> Task details: Output the listing word for word, minus pictures.

> Input material:
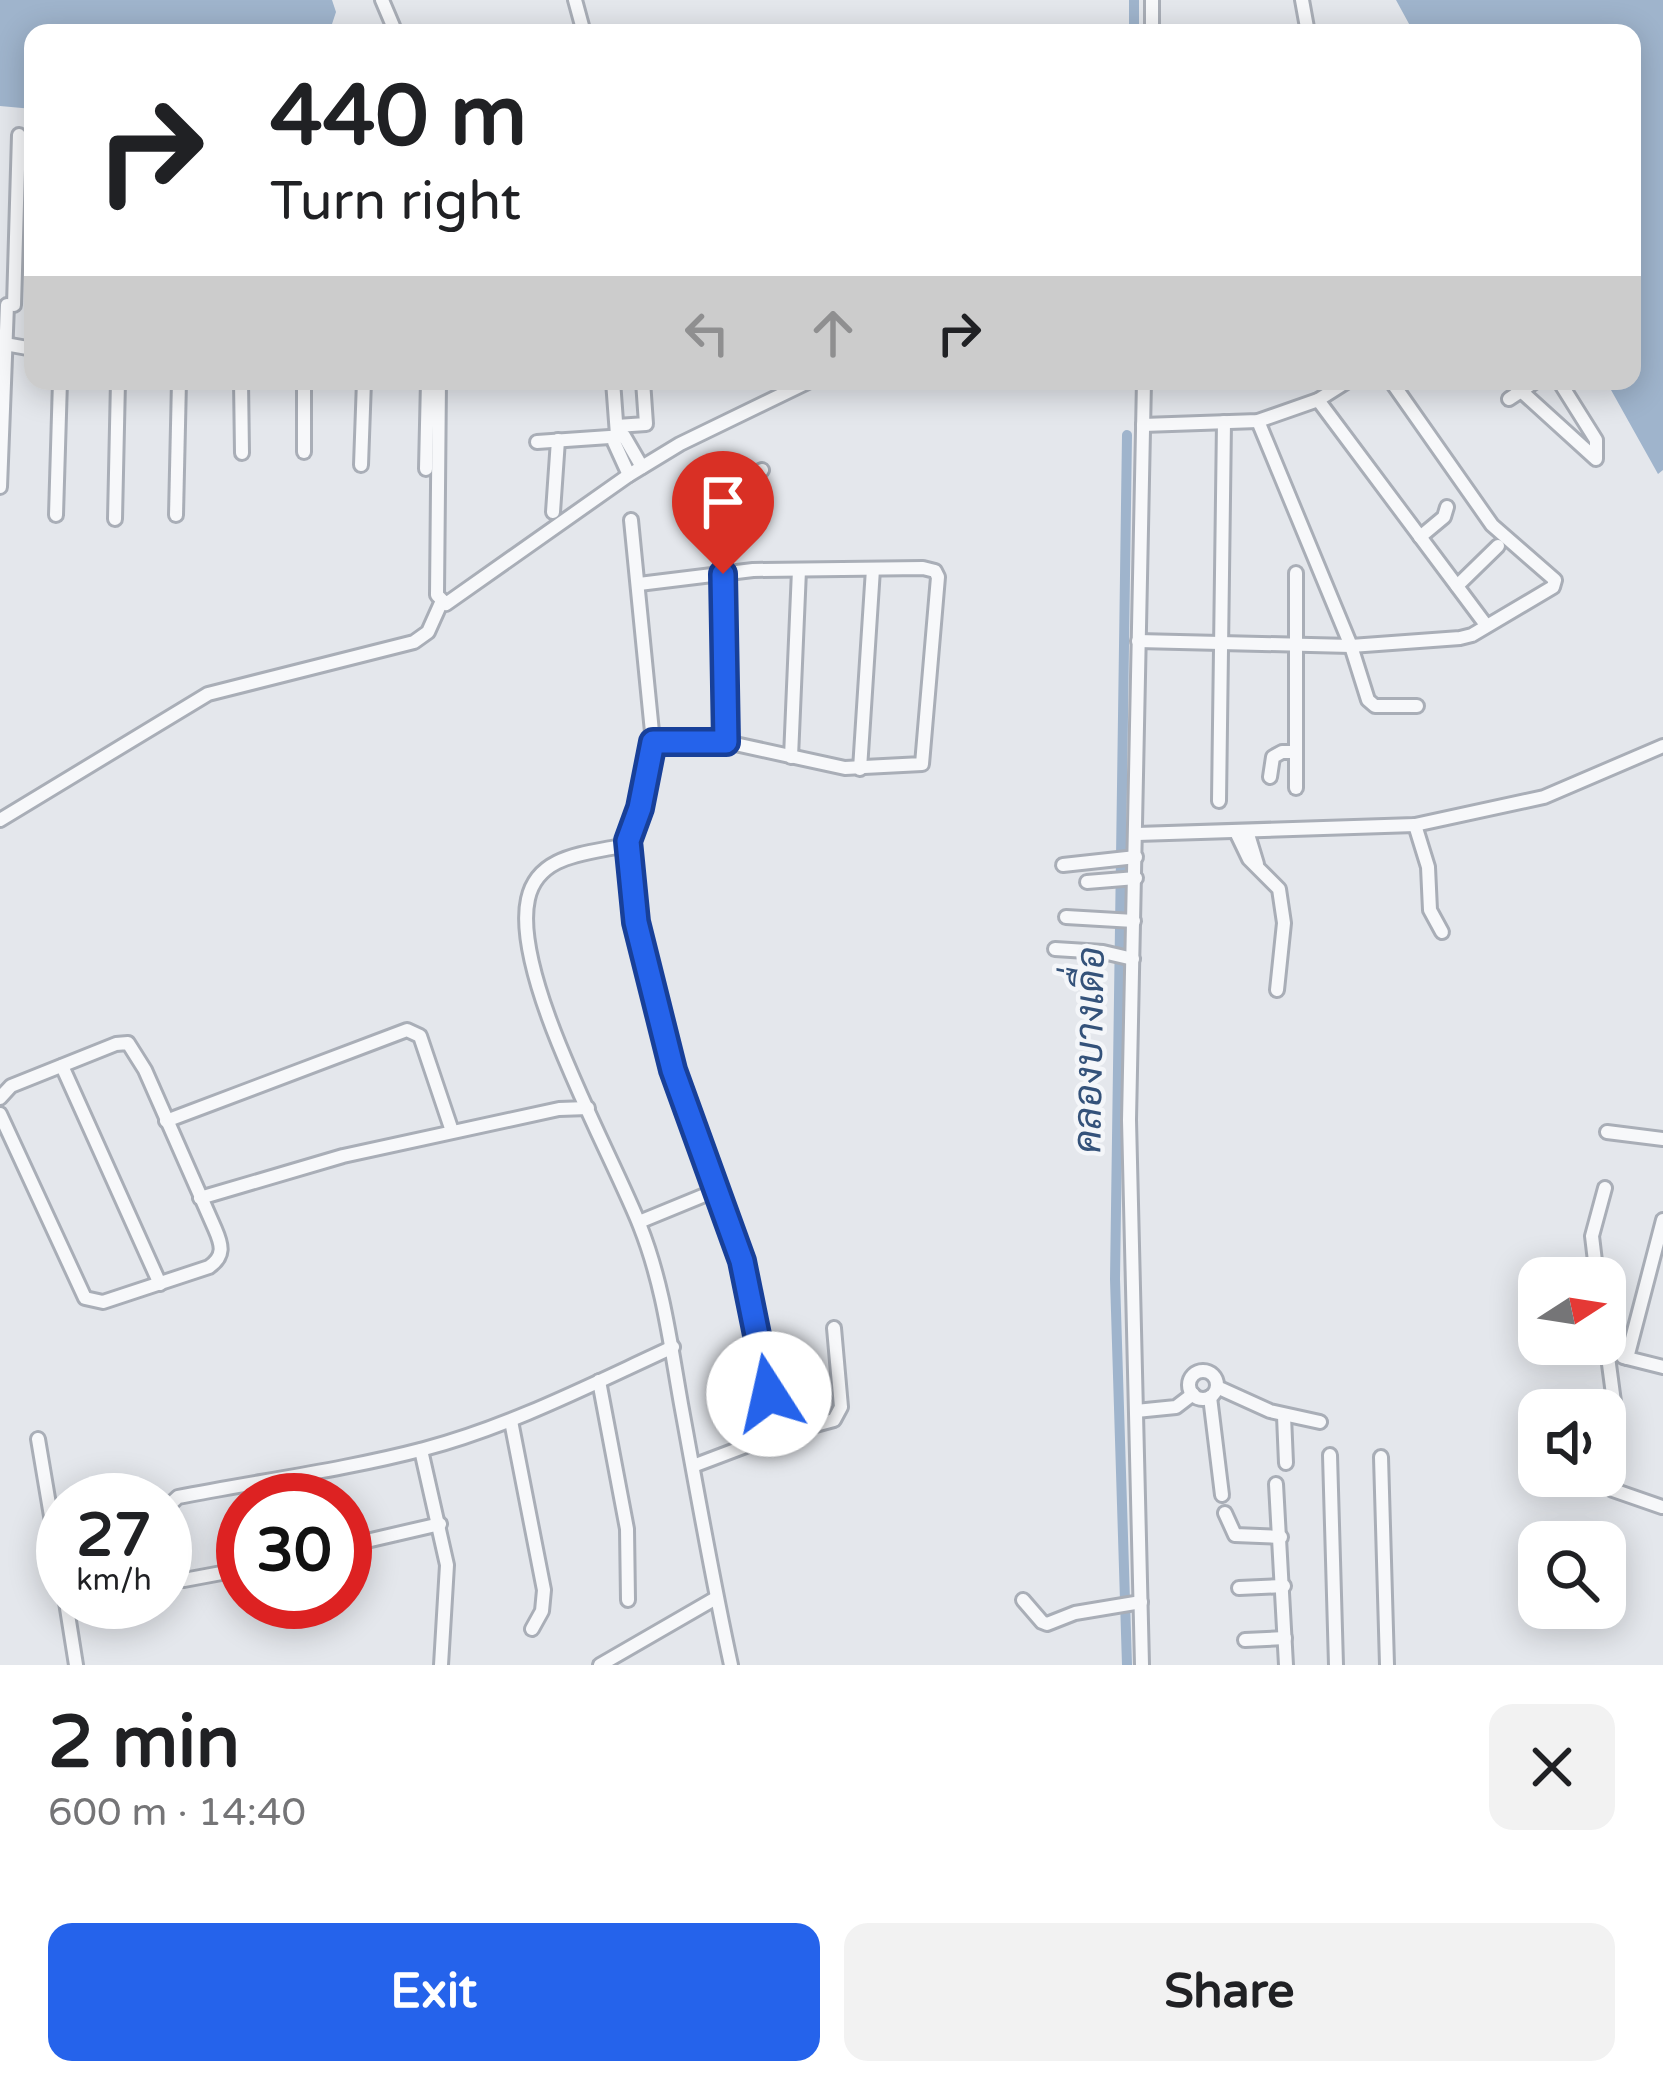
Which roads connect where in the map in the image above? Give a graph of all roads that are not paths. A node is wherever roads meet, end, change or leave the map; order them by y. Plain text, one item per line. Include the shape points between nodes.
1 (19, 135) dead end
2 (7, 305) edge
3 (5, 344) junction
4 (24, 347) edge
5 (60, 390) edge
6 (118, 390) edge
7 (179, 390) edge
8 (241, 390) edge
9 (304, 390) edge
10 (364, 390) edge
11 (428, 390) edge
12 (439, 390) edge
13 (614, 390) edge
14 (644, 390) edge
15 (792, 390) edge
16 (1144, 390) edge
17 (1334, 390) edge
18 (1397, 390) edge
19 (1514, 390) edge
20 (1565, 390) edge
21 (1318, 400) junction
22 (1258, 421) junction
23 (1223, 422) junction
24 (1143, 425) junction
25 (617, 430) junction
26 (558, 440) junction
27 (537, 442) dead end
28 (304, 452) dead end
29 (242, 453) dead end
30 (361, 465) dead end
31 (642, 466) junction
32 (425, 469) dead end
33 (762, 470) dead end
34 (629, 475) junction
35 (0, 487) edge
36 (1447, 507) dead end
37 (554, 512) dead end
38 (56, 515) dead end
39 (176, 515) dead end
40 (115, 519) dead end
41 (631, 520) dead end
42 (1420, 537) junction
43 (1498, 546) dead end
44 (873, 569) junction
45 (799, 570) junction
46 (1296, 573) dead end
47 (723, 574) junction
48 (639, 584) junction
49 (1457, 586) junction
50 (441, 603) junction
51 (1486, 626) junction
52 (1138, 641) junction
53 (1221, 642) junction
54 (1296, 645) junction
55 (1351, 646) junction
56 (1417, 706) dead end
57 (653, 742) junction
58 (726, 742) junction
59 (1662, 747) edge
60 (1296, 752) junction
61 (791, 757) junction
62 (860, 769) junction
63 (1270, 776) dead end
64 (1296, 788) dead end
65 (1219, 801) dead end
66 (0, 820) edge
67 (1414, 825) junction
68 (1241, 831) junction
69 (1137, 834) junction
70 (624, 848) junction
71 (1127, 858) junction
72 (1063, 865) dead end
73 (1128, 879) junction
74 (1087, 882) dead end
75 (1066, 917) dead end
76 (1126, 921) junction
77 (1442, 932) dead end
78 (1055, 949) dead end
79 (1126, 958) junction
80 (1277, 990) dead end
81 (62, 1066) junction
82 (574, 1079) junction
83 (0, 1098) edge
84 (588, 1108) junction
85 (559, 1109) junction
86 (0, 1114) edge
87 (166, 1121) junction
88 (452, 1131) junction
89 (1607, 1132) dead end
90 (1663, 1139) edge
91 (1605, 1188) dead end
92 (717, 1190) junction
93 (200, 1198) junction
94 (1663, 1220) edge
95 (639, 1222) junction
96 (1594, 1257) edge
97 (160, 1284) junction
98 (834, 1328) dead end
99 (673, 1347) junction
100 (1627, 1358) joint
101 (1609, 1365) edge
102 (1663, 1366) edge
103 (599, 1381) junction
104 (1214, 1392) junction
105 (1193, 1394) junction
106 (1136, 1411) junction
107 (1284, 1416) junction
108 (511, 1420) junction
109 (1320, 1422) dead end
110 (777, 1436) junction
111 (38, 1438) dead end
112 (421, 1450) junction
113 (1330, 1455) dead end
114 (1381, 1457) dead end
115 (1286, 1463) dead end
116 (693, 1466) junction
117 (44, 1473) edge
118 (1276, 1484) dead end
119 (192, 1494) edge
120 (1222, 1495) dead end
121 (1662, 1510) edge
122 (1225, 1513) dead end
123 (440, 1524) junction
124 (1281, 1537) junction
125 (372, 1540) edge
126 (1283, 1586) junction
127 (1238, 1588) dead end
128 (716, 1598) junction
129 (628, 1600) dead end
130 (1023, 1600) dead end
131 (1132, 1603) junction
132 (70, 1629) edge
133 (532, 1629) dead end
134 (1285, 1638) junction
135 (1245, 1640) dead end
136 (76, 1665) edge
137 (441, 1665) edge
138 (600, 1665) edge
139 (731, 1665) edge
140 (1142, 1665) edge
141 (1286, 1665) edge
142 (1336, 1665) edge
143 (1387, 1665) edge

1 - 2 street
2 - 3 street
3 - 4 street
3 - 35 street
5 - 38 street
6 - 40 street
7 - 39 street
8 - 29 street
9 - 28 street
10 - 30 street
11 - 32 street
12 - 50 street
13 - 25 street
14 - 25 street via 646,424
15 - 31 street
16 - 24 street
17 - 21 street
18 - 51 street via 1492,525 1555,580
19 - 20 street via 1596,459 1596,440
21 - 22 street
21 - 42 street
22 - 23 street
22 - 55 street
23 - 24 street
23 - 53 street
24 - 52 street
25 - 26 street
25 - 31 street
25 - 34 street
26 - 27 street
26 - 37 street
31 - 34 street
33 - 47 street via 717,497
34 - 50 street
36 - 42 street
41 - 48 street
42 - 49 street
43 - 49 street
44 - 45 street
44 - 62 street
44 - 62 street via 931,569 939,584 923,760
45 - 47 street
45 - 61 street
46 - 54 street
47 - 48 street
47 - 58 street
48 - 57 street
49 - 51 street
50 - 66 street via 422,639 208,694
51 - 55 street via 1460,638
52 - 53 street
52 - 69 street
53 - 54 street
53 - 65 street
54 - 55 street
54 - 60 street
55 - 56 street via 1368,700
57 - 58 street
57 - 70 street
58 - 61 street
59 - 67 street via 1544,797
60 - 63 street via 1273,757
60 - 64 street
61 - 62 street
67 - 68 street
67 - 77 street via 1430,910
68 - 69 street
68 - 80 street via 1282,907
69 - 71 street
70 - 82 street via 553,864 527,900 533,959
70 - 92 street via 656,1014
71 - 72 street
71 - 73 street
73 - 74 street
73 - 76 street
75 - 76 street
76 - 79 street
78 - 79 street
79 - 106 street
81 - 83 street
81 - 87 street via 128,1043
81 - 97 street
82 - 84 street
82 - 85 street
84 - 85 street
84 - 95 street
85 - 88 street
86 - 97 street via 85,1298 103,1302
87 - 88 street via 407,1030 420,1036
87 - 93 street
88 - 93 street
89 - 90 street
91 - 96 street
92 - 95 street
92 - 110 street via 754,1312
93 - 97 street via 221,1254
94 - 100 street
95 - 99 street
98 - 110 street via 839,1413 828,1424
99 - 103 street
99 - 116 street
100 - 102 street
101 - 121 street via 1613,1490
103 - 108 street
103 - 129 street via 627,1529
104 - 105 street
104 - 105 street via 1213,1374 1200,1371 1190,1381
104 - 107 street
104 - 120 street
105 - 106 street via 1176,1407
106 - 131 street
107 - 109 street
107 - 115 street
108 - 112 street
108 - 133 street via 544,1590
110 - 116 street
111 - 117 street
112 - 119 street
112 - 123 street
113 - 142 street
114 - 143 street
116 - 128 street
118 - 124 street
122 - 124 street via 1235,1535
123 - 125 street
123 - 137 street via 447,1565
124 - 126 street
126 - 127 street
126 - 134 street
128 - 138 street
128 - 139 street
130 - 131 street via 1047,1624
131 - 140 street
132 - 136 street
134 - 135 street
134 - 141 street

> Task answer:
Which roads connect where in the map in the image above? Give a graph of all roads that are not paths. A node is wherever roads meet, end, change or leave the map; order them by y. Plain text, one item per line. Include the shape points between nodes.
1 (19, 135) dead end
2 (7, 305) edge
3 (5, 344) junction
4 (24, 347) edge
5 (60, 390) edge
6 (118, 390) edge
7 (179, 390) edge
8 (241, 390) edge
9 (304, 390) edge
10 (364, 390) edge
11 (428, 390) edge
12 (439, 390) edge
13 (614, 390) edge
14 (644, 390) edge
15 (792, 390) edge
16 (1144, 390) edge
17 (1334, 390) edge
18 (1397, 390) edge
19 (1514, 390) edge
20 (1565, 390) edge
21 (1318, 400) junction
22 (1258, 421) junction
23 (1223, 422) junction
24 (1143, 425) junction
25 (617, 430) junction
26 (558, 440) junction
27 (537, 442) dead end
28 (304, 452) dead end
29 (242, 453) dead end
30 (361, 465) dead end
31 (642, 466) junction
32 (425, 469) dead end
33 (762, 470) dead end
34 (629, 475) junction
35 (0, 487) edge
36 (1447, 507) dead end
37 (554, 512) dead end
38 (56, 515) dead end
39 (176, 515) dead end
40 (115, 519) dead end
41 (631, 520) dead end
42 (1420, 537) junction
43 (1498, 546) dead end
44 (873, 569) junction
45 (799, 570) junction
46 (1296, 573) dead end
47 (723, 574) junction
48 (639, 584) junction
49 (1457, 586) junction
50 (441, 603) junction
51 (1486, 626) junction
52 (1138, 641) junction
53 (1221, 642) junction
54 (1296, 645) junction
55 (1351, 646) junction
56 (1417, 706) dead end
57 (653, 742) junction
58 (726, 742) junction
59 (1662, 747) edge
60 (1296, 752) junction
61 (791, 757) junction
62 (860, 769) junction
63 (1270, 776) dead end
64 (1296, 788) dead end
65 (1219, 801) dead end
66 (0, 820) edge
67 (1414, 825) junction
68 (1241, 831) junction
69 (1137, 834) junction
70 (624, 848) junction
71 (1127, 858) junction
72 (1063, 865) dead end
73 (1128, 879) junction
74 (1087, 882) dead end
75 (1066, 917) dead end
76 (1126, 921) junction
77 (1442, 932) dead end
78 (1055, 949) dead end
79 (1126, 958) junction
80 (1277, 990) dead end
81 (62, 1066) junction
82 (574, 1079) junction
83 (0, 1098) edge
84 (588, 1108) junction
85 (559, 1109) junction
86 (0, 1114) edge
87 (166, 1121) junction
88 (452, 1131) junction
89 (1607, 1132) dead end
90 (1663, 1139) edge
91 (1605, 1188) dead end
92 (717, 1190) junction
93 (200, 1198) junction
94 (1663, 1220) edge
95 (639, 1222) junction
96 (1594, 1257) edge
97 (160, 1284) junction
98 (834, 1328) dead end
99 (673, 1347) junction
100 (1627, 1358) joint
101 (1609, 1365) edge
102 (1663, 1366) edge
103 (599, 1381) junction
104 (1214, 1392) junction
105 (1193, 1394) junction
106 (1136, 1411) junction
107 (1284, 1416) junction
108 (511, 1420) junction
109 (1320, 1422) dead end
110 (777, 1436) junction
111 (38, 1438) dead end
112 (421, 1450) junction
113 (1330, 1455) dead end
114 (1381, 1457) dead end
115 (1286, 1463) dead end
116 (693, 1466) junction
117 (44, 1473) edge
118 (1276, 1484) dead end
119 (192, 1494) edge
120 (1222, 1495) dead end
121 (1662, 1510) edge
122 (1225, 1513) dead end
123 (440, 1524) junction
124 (1281, 1537) junction
125 (372, 1540) edge
126 (1283, 1586) junction
127 (1238, 1588) dead end
128 (716, 1598) junction
129 (628, 1600) dead end
130 (1023, 1600) dead end
131 (1132, 1603) junction
132 (70, 1629) edge
133 (532, 1629) dead end
134 (1285, 1638) junction
135 (1245, 1640) dead end
136 (76, 1665) edge
137 (441, 1665) edge
138 (600, 1665) edge
139 (731, 1665) edge
140 (1142, 1665) edge
141 (1286, 1665) edge
142 (1336, 1665) edge
143 (1387, 1665) edge

1 - 2 street
2 - 3 street
3 - 4 street
3 - 35 street
5 - 38 street
6 - 40 street
7 - 39 street
8 - 29 street
9 - 28 street
10 - 30 street
11 - 32 street
12 - 50 street
13 - 25 street
14 - 25 street via 646,424
15 - 31 street
16 - 24 street
17 - 21 street
18 - 51 street via 1492,525 1555,580
19 - 20 street via 1596,459 1596,440
21 - 22 street
21 - 42 street
22 - 23 street
22 - 55 street
23 - 24 street
23 - 53 street
24 - 52 street
25 - 26 street
25 - 31 street
25 - 34 street
26 - 27 street
26 - 37 street
31 - 34 street
33 - 47 street via 717,497
34 - 50 street
36 - 42 street
41 - 48 street
42 - 49 street
43 - 49 street
44 - 45 street
44 - 62 street
44 - 62 street via 931,569 939,584 923,760
45 - 47 street
45 - 61 street
46 - 54 street
47 - 48 street
47 - 58 street
48 - 57 street
49 - 51 street
50 - 66 street via 422,639 208,694
51 - 55 street via 1460,638
52 - 53 street
52 - 69 street
53 - 54 street
53 - 65 street
54 - 55 street
54 - 60 street
55 - 56 street via 1368,700
57 - 58 street
57 - 70 street
58 - 61 street
59 - 67 street via 1544,797
60 - 63 street via 1273,757
60 - 64 street
61 - 62 street
67 - 68 street
67 - 77 street via 1430,910
68 - 69 street
68 - 80 street via 1282,907
69 - 71 street
70 - 82 street via 553,864 527,900 533,959
70 - 92 street via 656,1014
71 - 72 street
71 - 73 street
73 - 74 street
73 - 76 street
75 - 76 street
76 - 79 street
78 - 79 street
79 - 106 street
81 - 83 street
81 - 87 street via 128,1043
81 - 97 street
82 - 84 street
82 - 85 street
84 - 85 street
84 - 95 street
85 - 88 street
86 - 97 street via 85,1298 103,1302
87 - 88 street via 407,1030 420,1036
87 - 93 street
88 - 93 street
89 - 90 street
91 - 96 street
92 - 95 street
92 - 110 street via 754,1312
93 - 97 street via 221,1254
94 - 100 street
95 - 99 street
98 - 110 street via 839,1413 828,1424
99 - 103 street
99 - 116 street
100 - 102 street
101 - 121 street via 1613,1490
103 - 108 street
103 - 129 street via 627,1529
104 - 105 street
104 - 105 street via 1213,1374 1200,1371 1190,1381
104 - 107 street
104 - 120 street
105 - 106 street via 1176,1407
106 - 131 street
107 - 109 street
107 - 115 street
108 - 112 street
108 - 133 street via 544,1590
110 - 116 street
111 - 117 street
112 - 119 street
112 - 123 street
113 - 142 street
114 - 143 street
116 - 128 street
118 - 124 street
122 - 124 street via 1235,1535
123 - 125 street
123 - 137 street via 447,1565
124 - 126 street
126 - 127 street
126 - 134 street
128 - 138 street
128 - 139 street
130 - 131 street via 1047,1624
131 - 140 street
132 - 136 street
134 - 135 street
134 - 141 street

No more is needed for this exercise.